Ce 5 mars, le ministère de l’Intérieur a répondu à une question écrite que j’avais posée concernant la cybersécurité des Français établis hors de France (lire la Question).

La réponse du gouvernement se contente essentiellement de rappeler le fonctionnement du dispositif 17Cyber : auto-diagnostic, conseils, orientation vers un prestataire ou un téléservice, possibilité de dialoguer avec les forces de sécurité, ainsi que l’intégration possible du module sur d’autres sites.

Elle ne répond toutefois pas à la question centrale que j’avais posée : quelles mesures concrètes le Gouvernement entend-il prendre pour faire de 17Cyber le réflexe des Français victimes de cybermalveillance, notamment de ceux établis à l’étranger ?

La réponse ne mentionne en effet ni les consulats, ni les ambassades, ni même les Français expatriés.

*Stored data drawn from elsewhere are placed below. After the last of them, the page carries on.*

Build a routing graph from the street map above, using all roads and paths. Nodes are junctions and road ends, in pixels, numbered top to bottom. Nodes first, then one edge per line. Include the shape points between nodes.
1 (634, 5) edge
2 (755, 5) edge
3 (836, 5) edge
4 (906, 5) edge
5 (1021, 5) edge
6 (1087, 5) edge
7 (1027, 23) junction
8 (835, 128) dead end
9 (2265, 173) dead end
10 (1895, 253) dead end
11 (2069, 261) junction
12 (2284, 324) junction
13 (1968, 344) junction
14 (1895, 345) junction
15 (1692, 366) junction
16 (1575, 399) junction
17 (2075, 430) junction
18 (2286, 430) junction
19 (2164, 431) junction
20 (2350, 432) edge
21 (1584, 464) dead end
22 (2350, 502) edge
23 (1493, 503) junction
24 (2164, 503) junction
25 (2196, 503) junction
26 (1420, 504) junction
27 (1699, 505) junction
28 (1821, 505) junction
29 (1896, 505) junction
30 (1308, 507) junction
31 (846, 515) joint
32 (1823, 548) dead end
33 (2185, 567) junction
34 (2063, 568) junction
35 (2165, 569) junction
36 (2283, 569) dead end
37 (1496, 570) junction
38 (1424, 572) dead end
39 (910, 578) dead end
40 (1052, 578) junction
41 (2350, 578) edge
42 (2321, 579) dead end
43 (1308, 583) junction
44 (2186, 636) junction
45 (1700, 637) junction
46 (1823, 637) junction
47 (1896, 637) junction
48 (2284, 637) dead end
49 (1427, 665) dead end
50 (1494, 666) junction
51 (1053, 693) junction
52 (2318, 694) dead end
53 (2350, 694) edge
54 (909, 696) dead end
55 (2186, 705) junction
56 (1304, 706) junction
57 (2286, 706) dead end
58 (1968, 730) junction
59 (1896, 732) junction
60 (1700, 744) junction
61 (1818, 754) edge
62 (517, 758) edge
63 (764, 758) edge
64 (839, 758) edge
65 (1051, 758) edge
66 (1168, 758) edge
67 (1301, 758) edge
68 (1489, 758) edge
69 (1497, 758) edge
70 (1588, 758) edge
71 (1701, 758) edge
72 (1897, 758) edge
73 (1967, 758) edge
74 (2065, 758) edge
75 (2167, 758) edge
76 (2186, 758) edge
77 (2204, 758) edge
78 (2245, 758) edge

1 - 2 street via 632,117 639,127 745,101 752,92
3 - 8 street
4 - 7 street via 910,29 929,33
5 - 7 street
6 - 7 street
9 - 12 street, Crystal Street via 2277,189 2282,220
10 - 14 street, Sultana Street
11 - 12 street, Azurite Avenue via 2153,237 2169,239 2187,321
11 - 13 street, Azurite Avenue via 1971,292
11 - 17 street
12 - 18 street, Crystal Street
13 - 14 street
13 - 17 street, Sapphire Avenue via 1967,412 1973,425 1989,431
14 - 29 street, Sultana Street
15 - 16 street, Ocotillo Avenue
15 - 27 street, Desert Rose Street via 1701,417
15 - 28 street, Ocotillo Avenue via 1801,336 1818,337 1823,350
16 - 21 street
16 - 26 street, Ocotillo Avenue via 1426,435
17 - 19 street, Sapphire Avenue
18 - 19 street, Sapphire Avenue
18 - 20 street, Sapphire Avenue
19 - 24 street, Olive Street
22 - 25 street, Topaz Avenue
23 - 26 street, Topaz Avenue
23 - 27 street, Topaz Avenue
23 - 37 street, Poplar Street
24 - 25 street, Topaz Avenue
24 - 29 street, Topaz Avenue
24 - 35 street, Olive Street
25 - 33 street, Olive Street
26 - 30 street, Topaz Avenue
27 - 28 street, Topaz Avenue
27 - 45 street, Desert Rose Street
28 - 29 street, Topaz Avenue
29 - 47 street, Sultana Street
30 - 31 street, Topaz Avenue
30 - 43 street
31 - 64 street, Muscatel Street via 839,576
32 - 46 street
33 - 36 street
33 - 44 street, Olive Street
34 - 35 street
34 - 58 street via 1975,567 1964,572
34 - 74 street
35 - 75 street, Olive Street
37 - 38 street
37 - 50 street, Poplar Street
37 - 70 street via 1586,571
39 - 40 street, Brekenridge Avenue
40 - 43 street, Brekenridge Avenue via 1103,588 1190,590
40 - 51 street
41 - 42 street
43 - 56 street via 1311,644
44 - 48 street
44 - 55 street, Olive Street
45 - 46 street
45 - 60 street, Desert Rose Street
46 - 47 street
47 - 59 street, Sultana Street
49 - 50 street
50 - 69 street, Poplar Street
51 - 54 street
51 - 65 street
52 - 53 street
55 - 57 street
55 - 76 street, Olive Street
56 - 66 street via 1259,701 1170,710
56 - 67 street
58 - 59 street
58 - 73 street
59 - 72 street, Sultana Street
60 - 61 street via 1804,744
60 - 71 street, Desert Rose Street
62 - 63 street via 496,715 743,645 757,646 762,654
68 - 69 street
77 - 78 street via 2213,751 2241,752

Pourtant, les Français de l’étranger ont besoin d’un point d’entrée clair et identifiable via les consulats. L’intégration du module 17Cyber sur les sites des ambassades et des consulats serait techniquement simple à mettre en œuvre.

De même, une campagne d’information consulaire — via des infolettres ou les réseaux sociaux des postes — permettrait de diffuser efficacement ce réflexe de cybersécurité.

Je regrette donc que la réponse du ministère de l’Intérieur évite le cœur de la question posée.

Réponse n°06475 (05/03/2025) : Lancé le 17 décembre 2024, le dispositif 17Cyber, inscrit dans la LOPMI, est un outil stratégique destiné à informer le plus grand nombre, centraliser les signalements de cyberattaques et à accompagner les victimes de cybermalveillance. Il est ainsi destiné à informer via un module intégré et devenir le portail unique lors de la prise en compte d’une attaque cyber dont un particulier, une collectivité ou un professionnel pourraient être victimes. Ainsi, après un auto-diagnostic, et en fonction de la menace qualifiée, l’usager se voit proposer des conseils, un lien vers un prestataire de service certifié pour une remédiation technique, un lien vers un téléservice ou un tchat avec les forces de sécurité intérieures. Ce guichet unique est également disponible sous la forme d’un module qui vient directement s’intégrer à tous les sites internet et plateformes. Les entreprises, administrations ou collectivités, peuvent intégrer ce module sur les sites et plateformes dont elles ont la responsabilité depuis le site 17Cyber.gouv.fr (partie « Vous disposez d’un site Internet ? »). C’est ce qui a été fait sur le site Ma Sécurité. Le développement technique de ce projet est assuré par le GIP Acyma (groupement d’intérêt public action contre la cybermalveillance). Ce projet est étroitement suivi par l’unité nationale cyber, la sous-direction de l’emploi des forces (gendarmerie nationale) et l’office anti-cybercriminalité (police nationale).